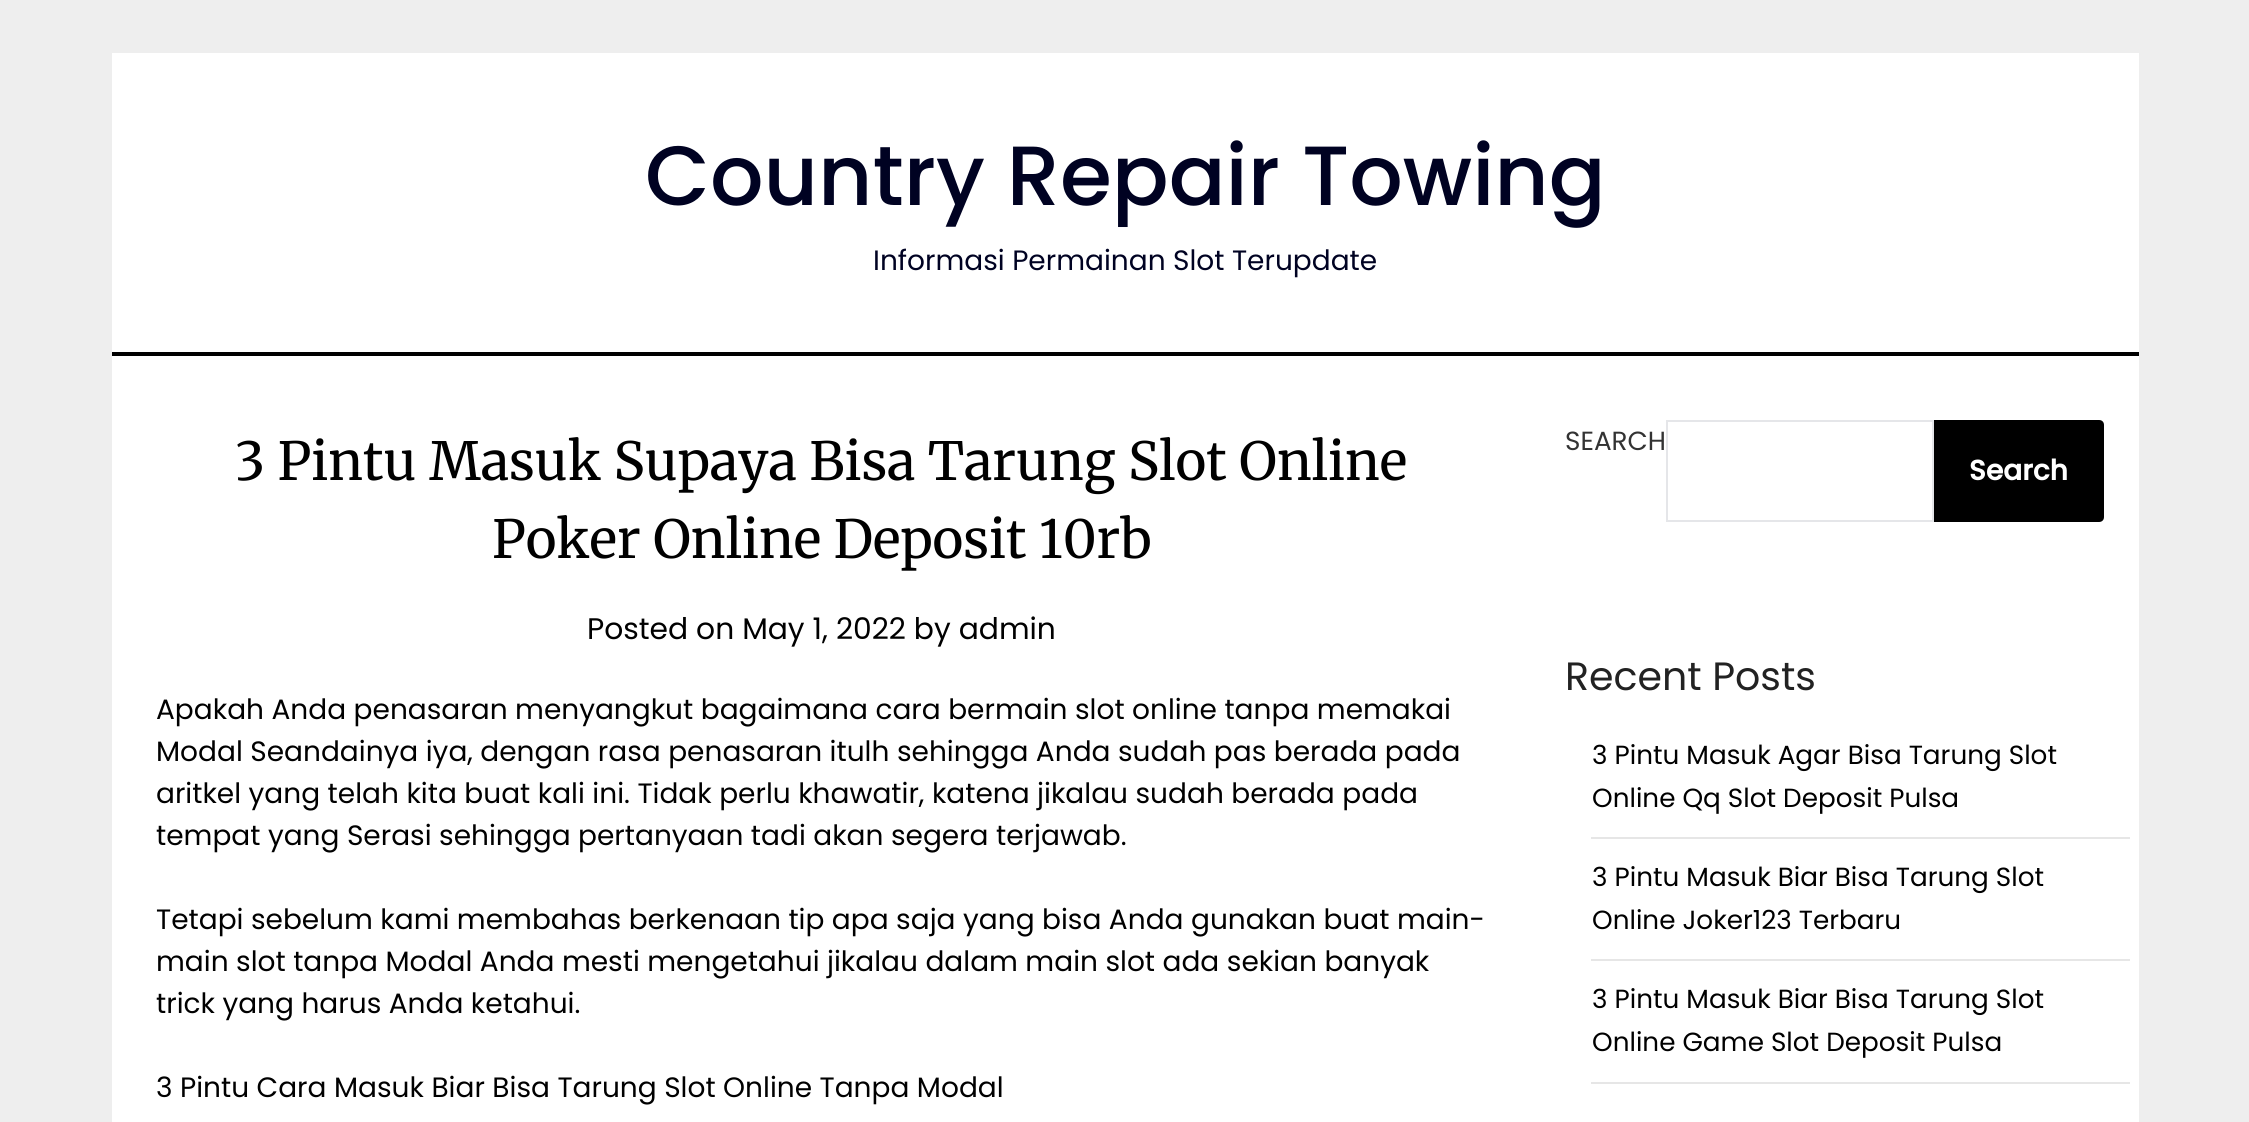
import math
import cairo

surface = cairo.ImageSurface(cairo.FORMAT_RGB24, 2249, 1122)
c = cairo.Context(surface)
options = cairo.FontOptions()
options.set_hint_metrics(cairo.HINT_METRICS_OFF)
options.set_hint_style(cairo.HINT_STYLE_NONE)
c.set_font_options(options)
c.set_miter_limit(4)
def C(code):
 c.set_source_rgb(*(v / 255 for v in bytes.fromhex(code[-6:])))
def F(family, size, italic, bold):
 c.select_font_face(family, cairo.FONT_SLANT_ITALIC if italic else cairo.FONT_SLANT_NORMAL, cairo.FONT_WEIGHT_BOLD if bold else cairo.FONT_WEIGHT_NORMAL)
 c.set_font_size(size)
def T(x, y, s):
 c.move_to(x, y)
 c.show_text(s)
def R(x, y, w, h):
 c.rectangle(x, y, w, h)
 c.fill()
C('eeeeee')
c.paint()
C('ffffff')
R(112,53,2027,299)
F('Poppins Medium',84,0,0)
C('000222')
T(645,205,'Country Repair Towing')
F('Poppins',28,0,0)
T(873,270,'Informasi Permainan Slot Terupdate')
C('000000')
R(112,352,2027,4)
C('ffffff')
R(112,356,2027,766)
F('Merriweather',52.5,0,0)
C('000000')
T(235,480,'3 Pintu Masuk Supaya Bisa Tarung Slot Online')
T(492,558,'Poker Online Deposit 10rb')
F('Poppins',29.75,0,0)
T(587,639,'Posted on May 1, 2022 by admin')
F('Poppins',28,0,0)
T(156,719,'Apakah Anda penasaran menyangkut bagaimana cara bermain slot online tanpa memakai')
T(156,761,'Modal Seandainya iya, dengan rasa penasaran itulh sehingga Anda sudah pas berada pada')
T(156,803,'aritkel yang telah kita buat kali ini. Tidak perlu khawatir, katena jikalau sudah berada pada')
T(156,845,'tempat yang Serasi sehingga pertanyaan tadi akan segera terjawab.')
T(156,929,'Tetapi sebelum kami membahas berkenaan tip apa saja yang bisa Anda gunakan buat main-')
T(156,971,'main slot tanpa Modal Anda mesti mengetahui jikalau dalam main slot ada sekian banyak')
T(156,1013,'trick yang harus Anda ketahui.')
T(156,1097,'3 Pintu Cara Masuk Biar Bisa Tarung Slot Online Tanpa Modal')
F('Poppins',26.25,0,0)
C('333333')
T(1565,450,'SEARCH')
c.rectangle(1667,421,266,100)
C('e5e6e9')
c.stroke()
C('000000')
c.new_path()
c.move_to(1934,420)
c.line_to(2099,420)
c.curve_to(2102,420,2104,422,2104,425)
c.line_to(2104,517)
c.curve_to(2104,520,2102,522,2099,522)
c.line_to(1934,522)
c.close_path()
c.fill()
F('Poppins',28,0,1)
C('ffffff')
T(1969,480,'Search')
F('Poppins',39.5,0,0)
C('222222')
T(1565,690,'Recent Posts')
C('e6e6e6')
R(1591,837,539,2)
F('Poppins',26.25,0,0)
C('000000')
T(1592,764,'3 Pintu Masuk Agar Bisa Tarung Slot')
T(1592,807,'Online Qq Slot Deposit Pulsa')
C('e6e6e6')
R(1591,959,539,2)
C('000000')
T(1592,886,'3 Pintu Masuk Biar Bisa Tarung Slot')
T(1592,929,'Online Joker123 Terbaru')
C('e6e6e6')
R(1591,1082,539,2)
C('000000')
T(1592,1008,'3 Pintu Masuk Biar Bisa Tarung Slot')
T(1592,1051,'Online Game Slot Deposit Pulsa')
surface.write_to_png('o.png')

━━━

■ **WHAT IS NEEDED**: Take the records from their first line through the line containing "c.select_font_face(family, cairo.FONT_SLANT_ITALIC if" and please return exactly those lines, both ends included, minus the pictures.

■ **EXERCISE OUTPUT**:
import math
import cairo

surface = cairo.ImageSurface(cairo.FORMAT_RGB24, 2249, 1122)
c = cairo.Context(surface)
options = cairo.FontOptions()
options.set_hint_metrics(cairo.HINT_METRICS_OFF)
options.set_hint_style(cairo.HINT_STYLE_NONE)
c.set_font_options(options)
c.set_miter_limit(4)
def C(code):
 c.set_source_rgb(*(v / 255 for v in bytes.fromhex(code[-6:])))
def F(family, size, italic, bold):
 c.select_font_face(family, cairo.FONT_SLANT_ITALIC if italic else cairo.FONT_SLANT_NORMAL, cairo.FONT_WEIGHT_BOLD if bold else cairo.FONT_WEIGHT_NORMAL)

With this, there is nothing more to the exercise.